* **What to work on**
Please give again every entry exactly as it appears, setting aside the pictures.

* **Record excerpts**
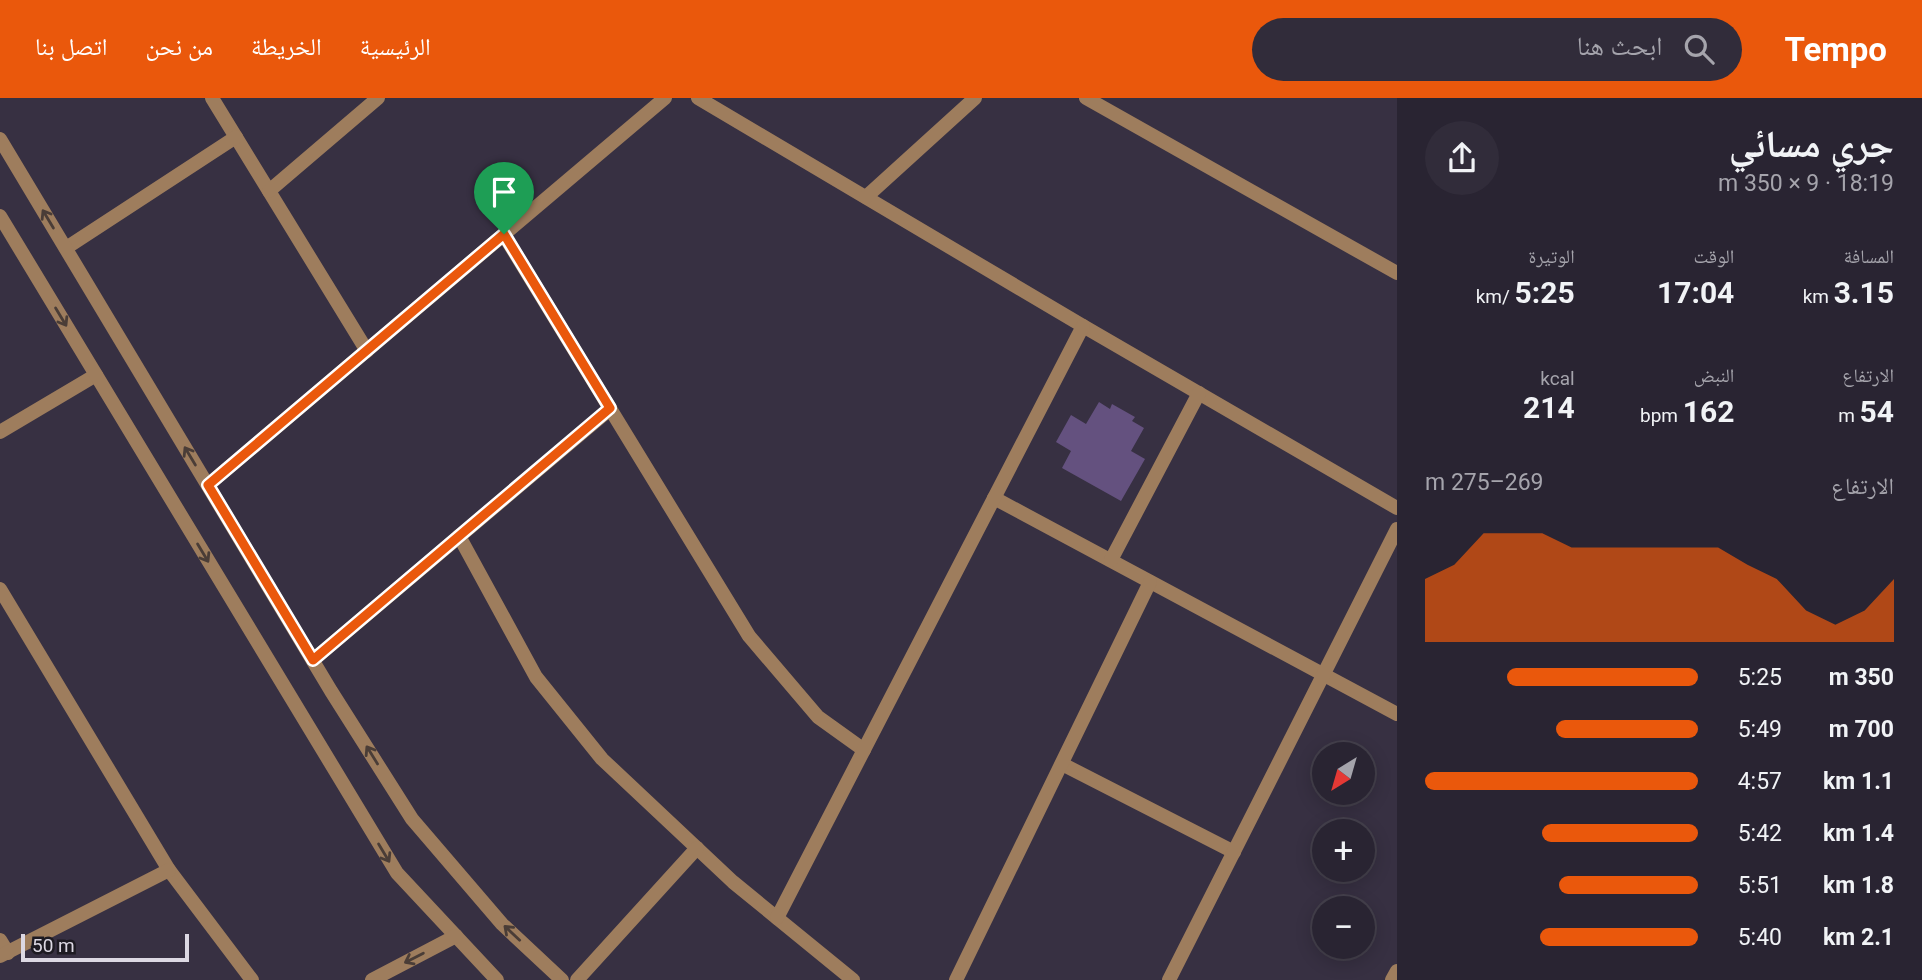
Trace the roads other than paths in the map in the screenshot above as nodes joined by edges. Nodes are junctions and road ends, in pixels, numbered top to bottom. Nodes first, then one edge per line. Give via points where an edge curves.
1 (212, 98) edge
2 (378, 98) edge
3 (665, 98) edge
4 (698, 98) edge
5 (975, 98) edge
6 (1086, 98) edge
7 (236, 137) junction
8 (0, 139) edge
9 (269, 191) junction
10 (866, 197) junction
11 (0, 216) edge
12 (504, 234) junction
13 (15, 240) junction
14 (0, 248) edge
15 (66, 248) junction
16 (1397, 273) edge
17 (1083, 326) junction
18 (367, 351) junction
19 (96, 375) junction
20 (1199, 393) junction
21 (610, 408) junction
22 (0, 432) edge
23 (208, 485) junction
24 (994, 498) junction
25 (1397, 508) edge
26 (1397, 529) edge
27 (459, 537) junction
28 (1111, 561) junction
29 (1150, 582) junction
30 (0, 589) edge
31 (313, 660) junction
32 (1324, 675) junction
33 (1397, 714) edge
34 (864, 750) junction
35 (1062, 764) junction
36 (697, 848) junction
37 (1234, 852) junction
38 (169, 870) junction
39 (777, 918) junction
40 (456, 936) junction
41 (3, 950) edge
42 (1397, 971) edge
43 (494, 976) edge
44 (252, 980) edge
45 (372, 980) edge
46 (477, 980) edge
47 (562, 980) edge
48 (578, 980) edge
49 (853, 980) edge
50 (956, 980) edge
51 (1170, 980) edge
52 (1392, 980) edge

1 - 7 street
2 - 9 street
3 - 12 street
4 - 10 street
5 - 10 street
6 - 16 street
7 - 9 street
7 - 15 street
15 -> 8 street
9 - 18 street
10 - 17 street
11 - 13 street
12 - 18 street
12 - 21 street
13 - 14 street
13 -> 19 street
23 -> 15 street
17 - 20 street
17 - 24 street
18 - 23 street
19 - 22 street
19 -> 40 street via 397,873
20 - 25 street
20 - 28 street
21 - 27 street
21 - 34 street via 749,636 818,717
23 - 31 street
24 - 28 street
24 - 34 street
26 - 32 street
27 - 31 street
27 - 36 street via 536,677 602,759
28 - 29 street
29 - 32 street
29 - 35 street
30 - 38 street
47 -> 31 street via 502,923 412,819
32 - 33 street
32 - 37 street
34 - 39 street
35 - 37 street
35 - 50 street
36 - 39 street
36 - 48 street
37 - 51 street
38 - 41 street
38 - 44 street
39 - 49 street
40 - 43 street
40 -> 45 street
42 - 52 street
43 - 46 street

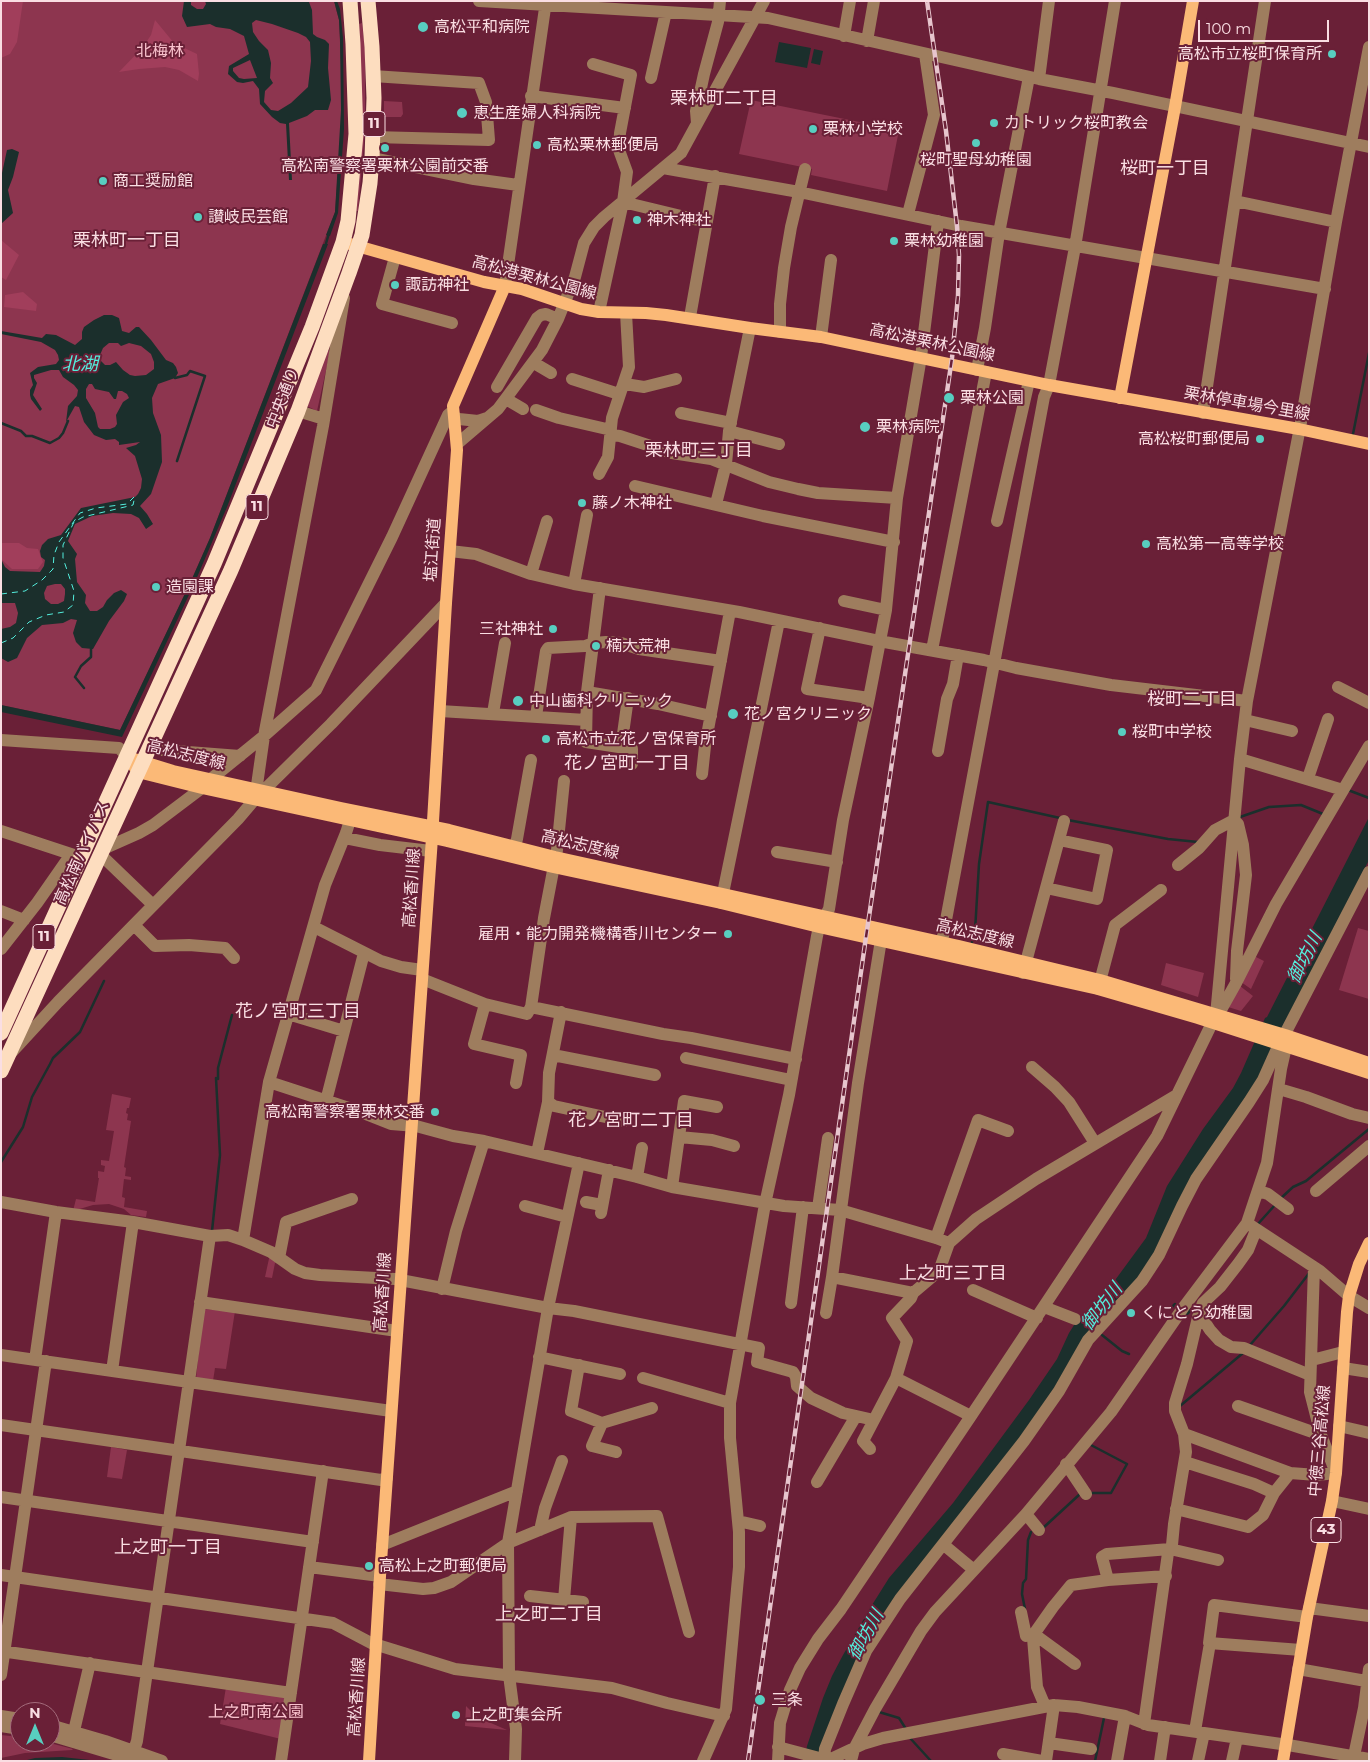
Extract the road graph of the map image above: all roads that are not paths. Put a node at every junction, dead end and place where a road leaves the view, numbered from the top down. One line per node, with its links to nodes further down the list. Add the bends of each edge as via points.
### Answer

* **Solution to this problem**
Trace the roads other than paths in the map in the screenshot above as nodes joined by edges. Nodes are junctions and road ends, in pixels, numbered top to bottom. Nodes first, then one edge per line. Give via points where an edge curves.
1 (212, 98) edge
2 (378, 98) edge
3 (665, 98) edge
4 (698, 98) edge
5 (975, 98) edge
6 (1086, 98) edge
7 (236, 137) junction
8 (0, 139) edge
9 (269, 191) junction
10 (866, 197) junction
11 (0, 216) edge
12 (504, 234) junction
13 (15, 240) junction
14 (0, 248) edge
15 (66, 248) junction
16 (1397, 273) edge
17 (1083, 326) junction
18 (367, 351) junction
19 (96, 375) junction
20 (1199, 393) junction
21 (610, 408) junction
22 (0, 432) edge
23 (208, 485) junction
24 (994, 498) junction
25 (1397, 508) edge
26 (1397, 529) edge
27 (459, 537) junction
28 (1111, 561) junction
29 (1150, 582) junction
30 (0, 589) edge
31 (313, 660) junction
32 (1324, 675) junction
33 (1397, 714) edge
34 (864, 750) junction
35 (1062, 764) junction
36 (697, 848) junction
37 (1234, 852) junction
38 (169, 870) junction
39 (777, 918) junction
40 (456, 936) junction
41 (3, 950) edge
42 (1397, 971) edge
43 (494, 976) edge
44 (252, 980) edge
45 (372, 980) edge
46 (477, 980) edge
47 (562, 980) edge
48 (578, 980) edge
49 (853, 980) edge
50 (956, 980) edge
51 (1170, 980) edge
52 (1392, 980) edge

1 - 7 street
2 - 9 street
3 - 12 street
4 - 10 street
5 - 10 street
6 - 16 street
7 - 9 street
7 - 15 street
15 -> 8 street
9 - 18 street
10 - 17 street
11 - 13 street
12 - 18 street
12 - 21 street
13 - 14 street
13 -> 19 street
23 -> 15 street
17 - 20 street
17 - 24 street
18 - 23 street
19 - 22 street
19 -> 40 street via 397,873
20 - 25 street
20 - 28 street
21 - 27 street
21 - 34 street via 749,636 818,717
23 - 31 street
24 - 28 street
24 - 34 street
26 - 32 street
27 - 31 street
27 - 36 street via 536,677 602,759
28 - 29 street
29 - 32 street
29 - 35 street
30 - 38 street
47 -> 31 street via 502,923 412,819
32 - 33 street
32 - 37 street
34 - 39 street
35 - 37 street
35 - 50 street
36 - 39 street
36 - 48 street
37 - 51 street
38 - 41 street
38 - 44 street
39 - 49 street
40 - 43 street
40 -> 45 street
42 - 52 street
43 - 46 street

Extract the road graph of the map image above: all roads that are not paths. Put a node at every junction, dead end and place where a road leaves the view, numbered from the top down. One line per node, with its links to nodes further down the list. Add the bends of each edge as via points.
### Answer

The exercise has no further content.